» **Problem details**
Report each line from the records where the string "Greens" turns up.

» **The records**
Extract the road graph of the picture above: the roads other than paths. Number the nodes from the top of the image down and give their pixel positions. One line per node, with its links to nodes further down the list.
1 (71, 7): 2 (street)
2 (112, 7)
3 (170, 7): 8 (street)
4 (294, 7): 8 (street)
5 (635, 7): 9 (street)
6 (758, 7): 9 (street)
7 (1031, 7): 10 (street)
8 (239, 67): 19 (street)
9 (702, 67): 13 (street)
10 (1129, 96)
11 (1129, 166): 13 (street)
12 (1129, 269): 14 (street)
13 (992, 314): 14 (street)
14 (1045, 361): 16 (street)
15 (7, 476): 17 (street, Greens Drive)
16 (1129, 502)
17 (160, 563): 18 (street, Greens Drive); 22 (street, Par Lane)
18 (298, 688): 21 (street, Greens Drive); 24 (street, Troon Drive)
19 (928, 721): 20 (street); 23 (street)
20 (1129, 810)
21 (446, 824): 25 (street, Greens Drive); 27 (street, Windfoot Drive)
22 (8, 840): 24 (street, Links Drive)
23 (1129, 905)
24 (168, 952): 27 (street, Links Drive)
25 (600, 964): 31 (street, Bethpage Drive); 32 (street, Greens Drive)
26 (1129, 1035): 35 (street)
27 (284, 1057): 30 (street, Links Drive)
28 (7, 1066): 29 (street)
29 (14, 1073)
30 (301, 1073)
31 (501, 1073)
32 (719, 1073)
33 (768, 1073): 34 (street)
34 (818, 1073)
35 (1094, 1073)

» **Exercise answer**
15 (7, 476): 17 (street, Greens Drive)
17 (160, 563): 18 (street, Greens Drive); 22 (street, Par Lane)
18 (298, 688): 21 (street, Greens Drive); 24 (street, Troon Drive)
21 (446, 824): 25 (street, Greens Drive); 27 (street, Windfoot Drive)
25 (600, 964): 31 (street, Bethpage Drive); 32 (street, Greens Drive)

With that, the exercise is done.